Comparison to the Apple TV+ Show

Okay, so if that didn’t already make you mad, this part might. I think the Apple TV+ adaptation of Foundation is better in every conceivable regard than the book. It has the outstanding visuals, it has the reworked characters, it has the heavy edits to the plot and pacing, villain motivations and gives a much better reasoning for the decline and stagnation of the Empire. Most importantly I think it still carries the heart of the book, it just does everything better.

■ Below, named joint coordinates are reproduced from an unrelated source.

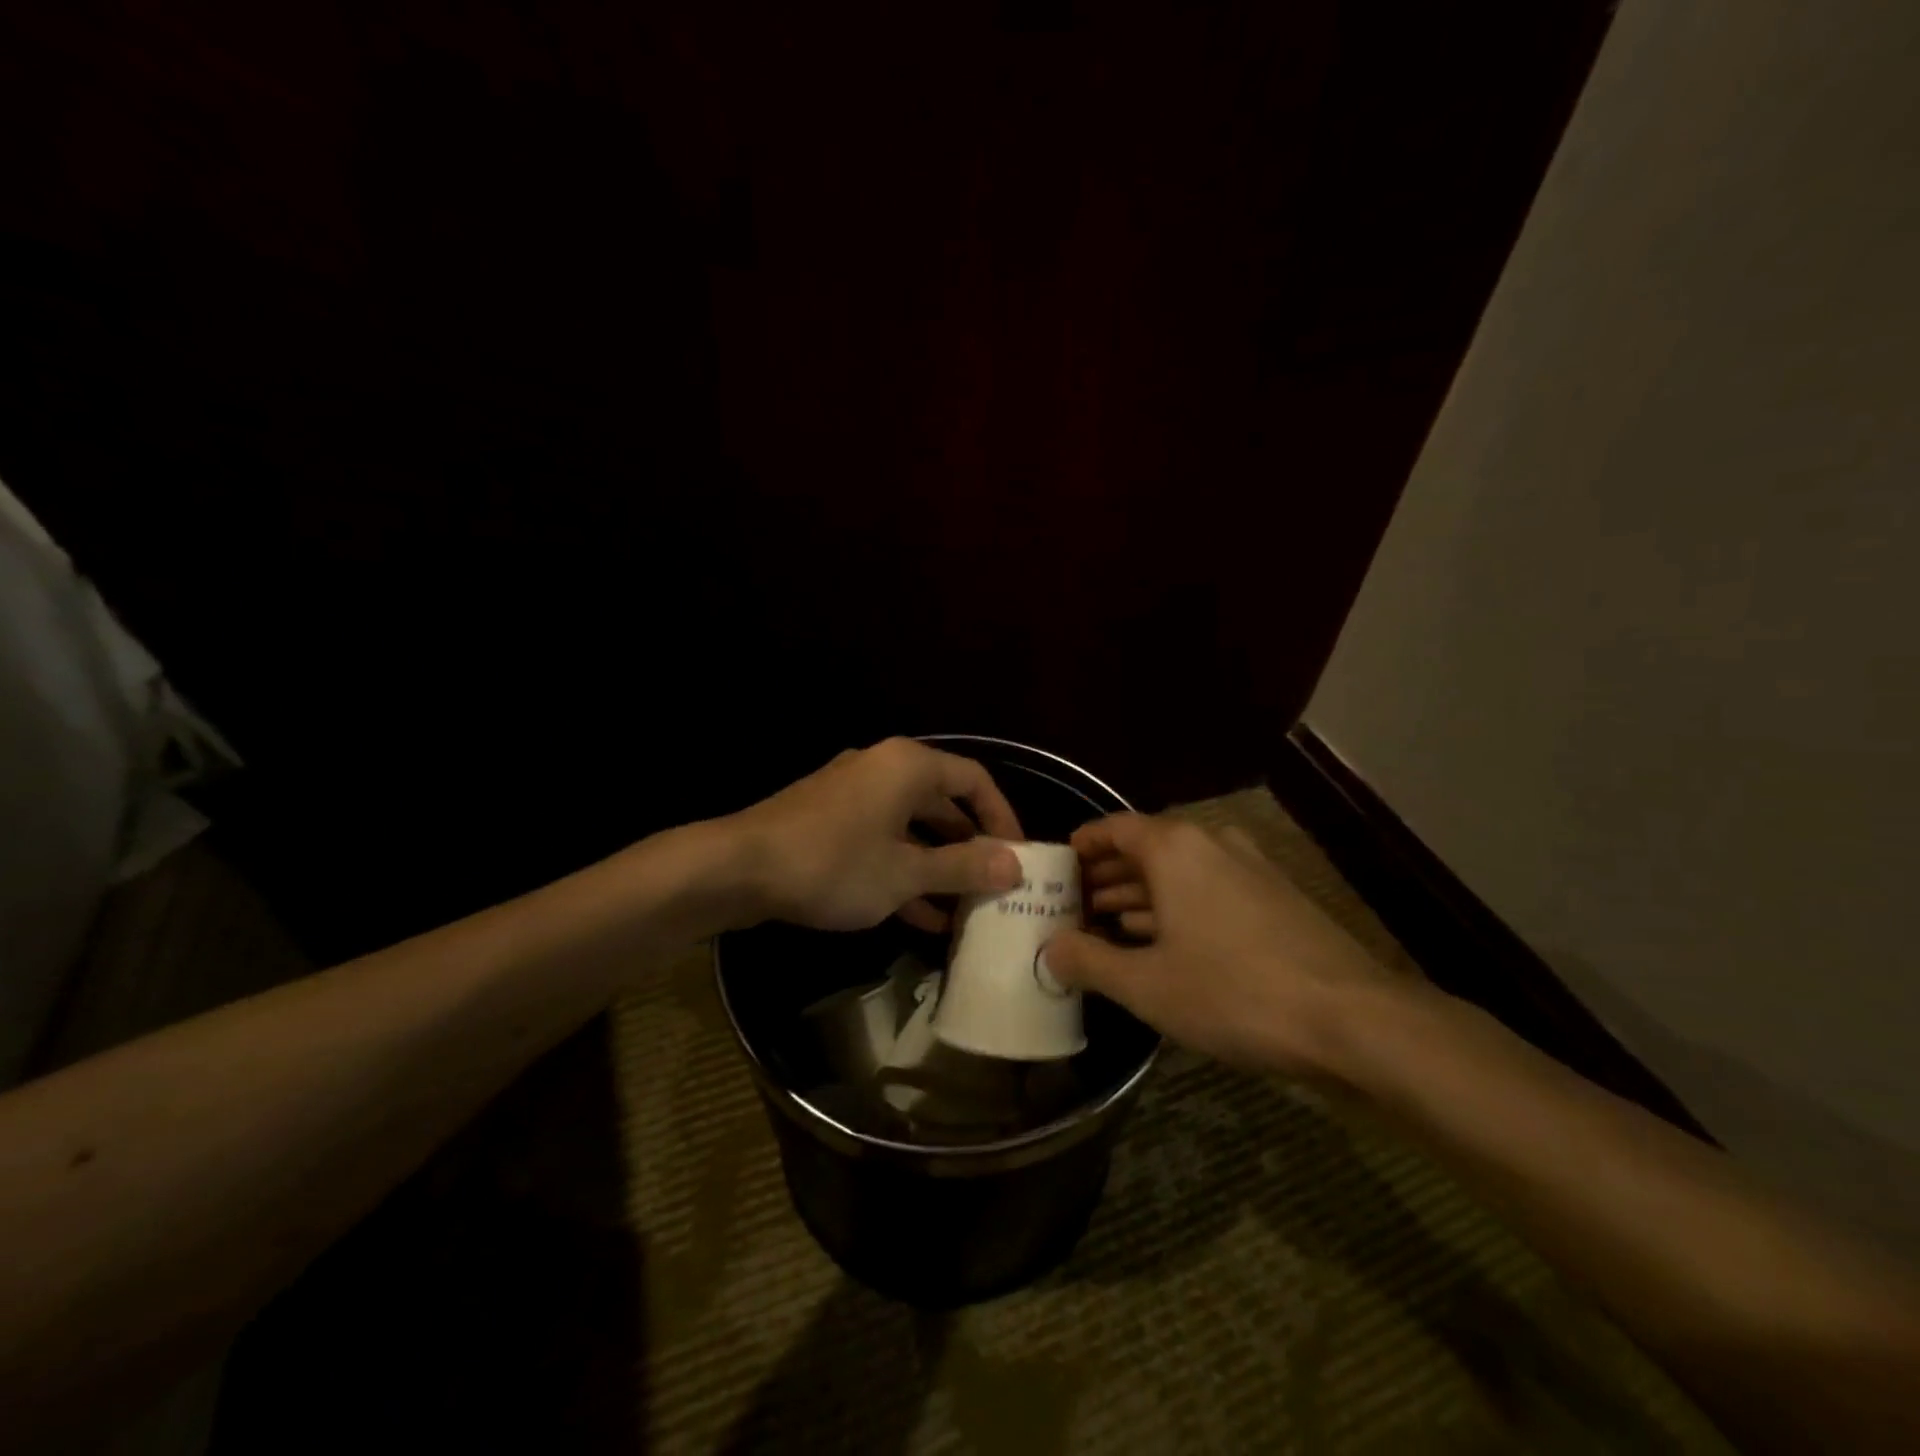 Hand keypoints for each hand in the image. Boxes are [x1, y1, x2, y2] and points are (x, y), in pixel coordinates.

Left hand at [731, 737, 1025, 933]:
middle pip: (943, 803)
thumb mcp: (904, 873)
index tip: (1019, 857)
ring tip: (964, 909)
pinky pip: (881, 841)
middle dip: (970, 846)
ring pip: (911, 827)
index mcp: (909, 766)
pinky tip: (921, 916)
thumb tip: (1015, 866)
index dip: (1003, 817)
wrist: (737, 868)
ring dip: (937, 865)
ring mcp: (853, 794)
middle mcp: (883, 769)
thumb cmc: (832, 863)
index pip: (975, 780)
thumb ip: (962, 867)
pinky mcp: (829, 821)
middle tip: (994, 886)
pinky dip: (903, 870)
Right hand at [1043, 814, 1396, 1076]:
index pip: (1115, 828)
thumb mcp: (1147, 985)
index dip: (1083, 845)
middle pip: (1146, 849)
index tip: (1057, 867)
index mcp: (1176, 848)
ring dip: (1141, 895)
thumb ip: (1090, 961)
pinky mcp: (1275, 898)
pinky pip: (1209, 890)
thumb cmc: (1234, 991)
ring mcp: (1250, 869)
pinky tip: (1162, 943)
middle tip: (1073, 906)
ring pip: (1179, 873)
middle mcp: (1213, 844)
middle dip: (1107, 876)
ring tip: (1106, 926)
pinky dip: (1178, 908)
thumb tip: (1049, 950)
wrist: (1353, 1019)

The first season only adapts the first two stories in the book: The Psychohistorians and The Encyclopedists, and maybe borrowing a bit from The Mayors. The thing is, there’s not a lot that happens in the first two stories. They’re much lighter on details than the rest. This is proven by the fact that the TV show adapts the first story in its entirety in the very first episode. From there, it diverges, and spends the remaining nine episodes loosely adapting the story of the second. The show keeps you invested in the characters it introduces though. In the book, Hari Seldon and Gaal Dornick are long gone by the second story, but in the show, they have their own expanded storyline. Salvor Hardin’s character as well, while very different from her male book counterpart, still carries the essence of his personality.

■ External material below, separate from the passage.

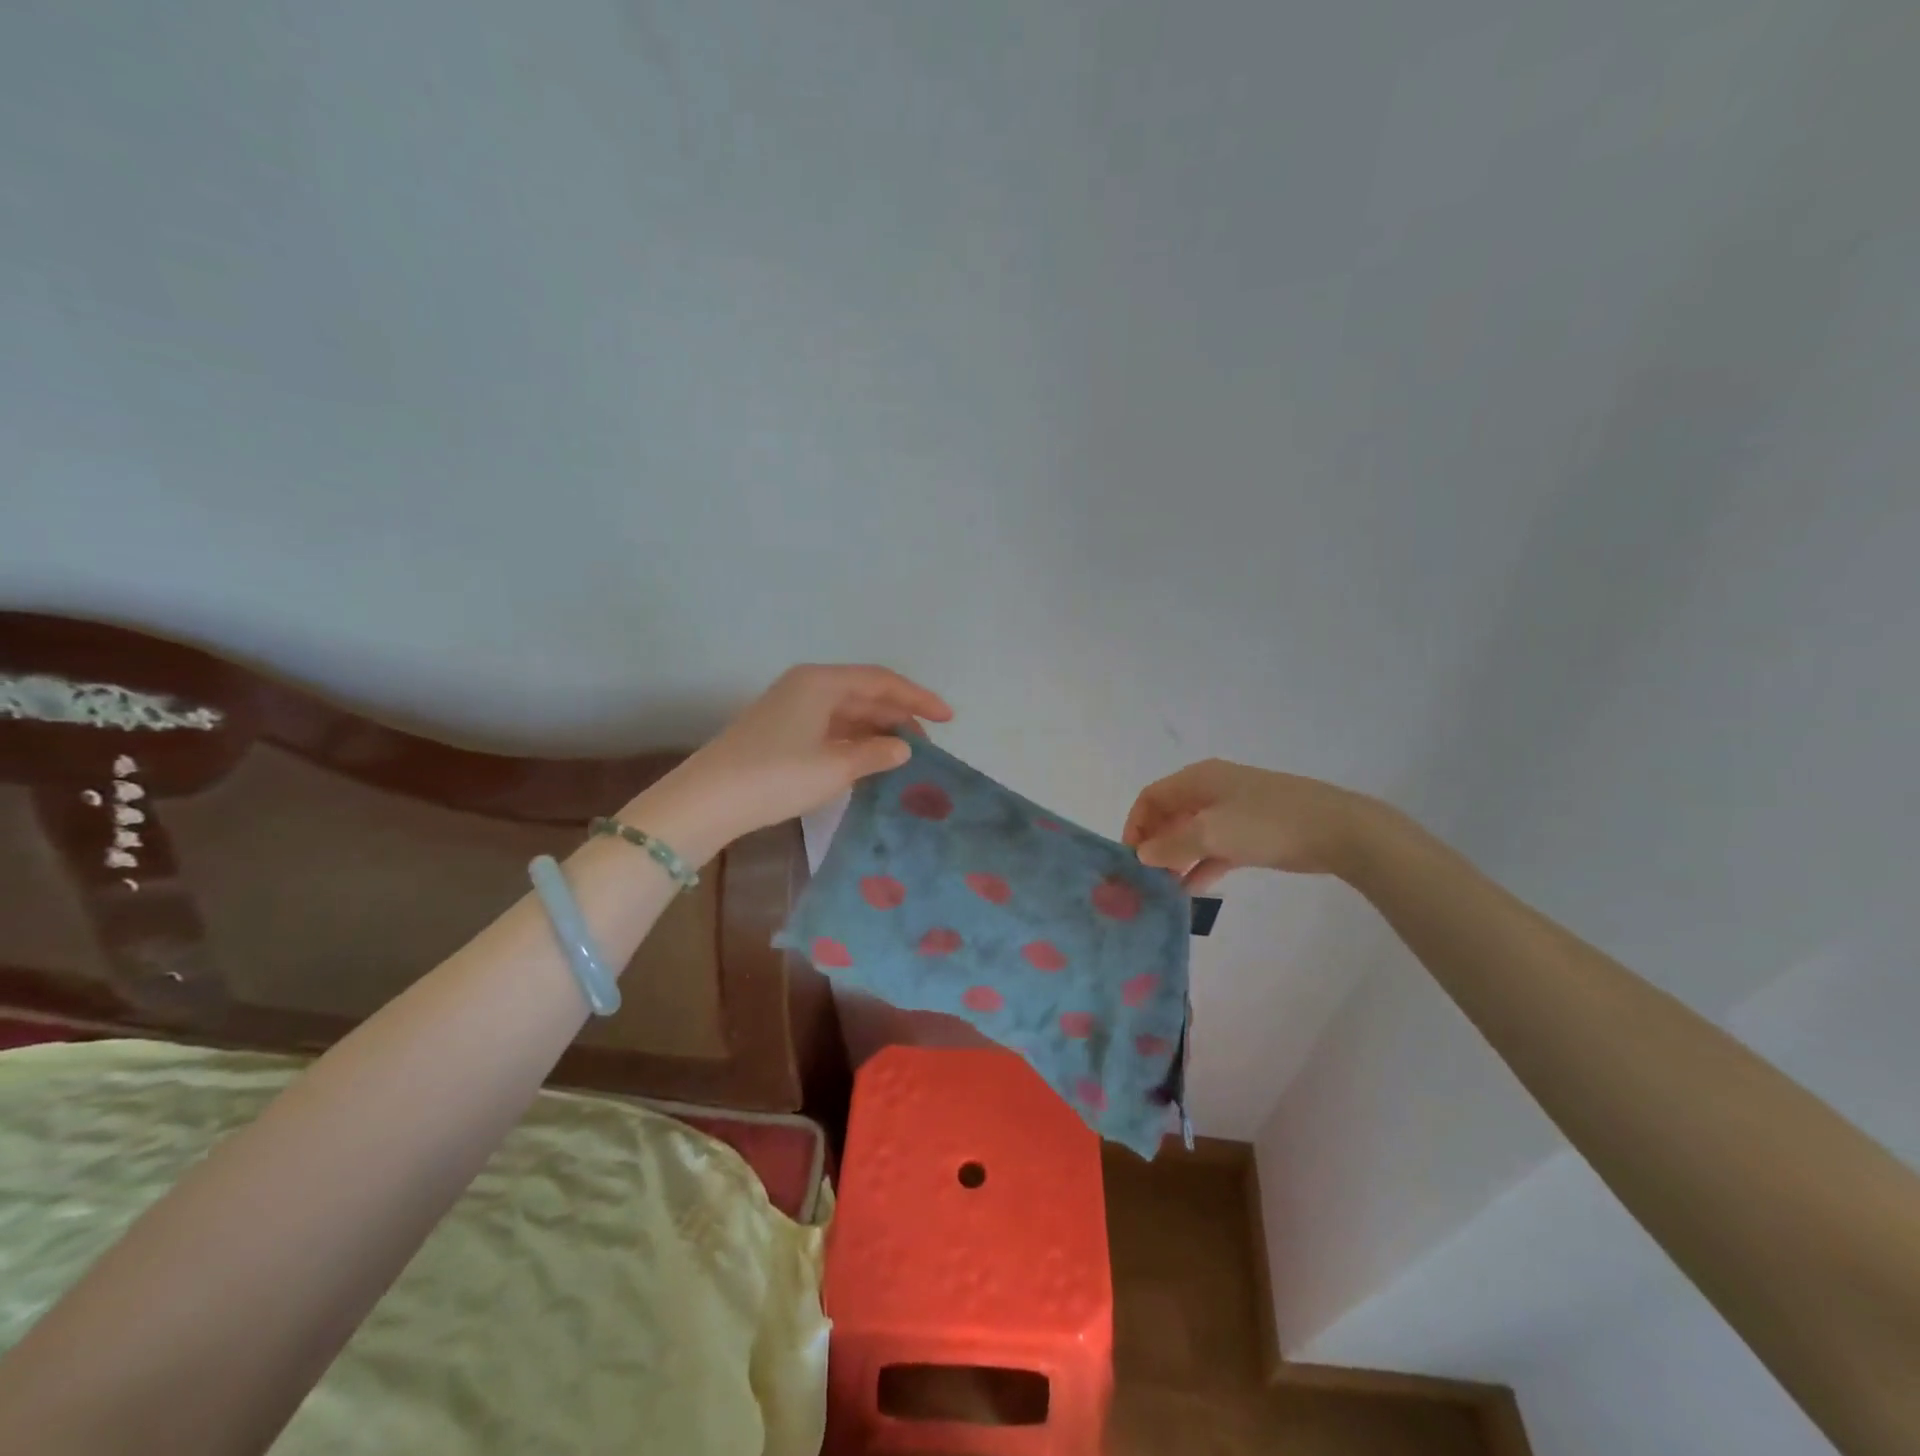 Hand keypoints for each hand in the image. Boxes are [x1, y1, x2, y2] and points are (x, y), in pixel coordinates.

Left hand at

The book purports to be about the administration and fall of the Galactic Empire, but we never see anything from the perspective of the Empire itself. We spend all our time in the Periphery - the outer reaches of the galaxy, on Terminus and its neighbouring systems - and only at the very start, and near the very end, do we see anything of the worlds that are still part of the dwindling Empire. The show remedies this with the addition of the absolutely fantastic Genetic Dynasty storyline, where we see the difficulties faced by the tripartite Emperor himself - a concept that is not in the book at all.

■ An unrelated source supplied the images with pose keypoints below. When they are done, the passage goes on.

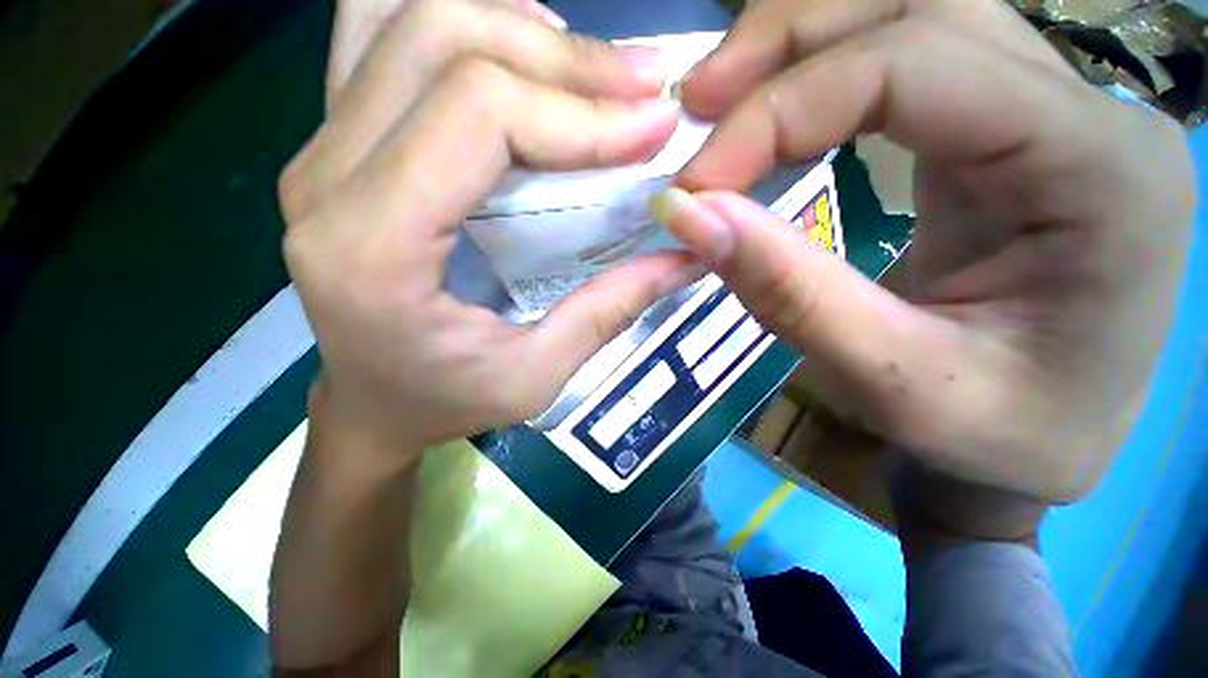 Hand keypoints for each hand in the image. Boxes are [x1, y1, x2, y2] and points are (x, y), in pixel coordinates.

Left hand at [279, 0, 697, 463]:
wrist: (370, 408)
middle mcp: (327, 180)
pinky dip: (457, 24)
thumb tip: (687, 255)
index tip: (655, 126)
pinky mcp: (334, 147)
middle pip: (440, 41)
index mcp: (372, 248)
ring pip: (402, 18)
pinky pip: (379, 37)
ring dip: (509, 24)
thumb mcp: (535, 377)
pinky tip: (515, 60)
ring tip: (585, 68)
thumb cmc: (444, 404)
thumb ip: (609, 312)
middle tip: (642, 85)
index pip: (479, 115)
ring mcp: (320, 152)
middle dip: (562, 56)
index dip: (580, 112)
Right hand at [656, 0, 1194, 502]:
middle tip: (695, 103)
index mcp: (1102, 172)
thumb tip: (689, 218)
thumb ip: (789, 293)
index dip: (780, 113)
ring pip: (912, 17)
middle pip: (919, 6)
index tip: (694, 185)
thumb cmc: (1000, 438)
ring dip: (798, 50)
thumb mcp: (894, 383)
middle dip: (785, 47)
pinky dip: (822, 80)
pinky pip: (908, 67)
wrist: (1049, 443)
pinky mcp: (1009, 132)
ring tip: (717, 102)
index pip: (919, 67)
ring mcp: (1054, 111)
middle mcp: (1091, 112)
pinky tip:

Yes there’s more exciting action, pew pew fighting, explosions and emotions running high in the show, and less cold applications of logic. But if the show had adapted The Encyclopedists faithfully, it would have been awful. The endless board meetings and talking through issues that you never actually see would have been mind-numbingly dull. So, for all its flaws, I think the TV series isn’t just doing a good adaptation of Foundation, but is completing it by putting flesh on its bones and breathing life into it.

Those are my spicy thoughts on Foundation. As I said above, if you like the book, that’s cool too. It just wasn’t for me.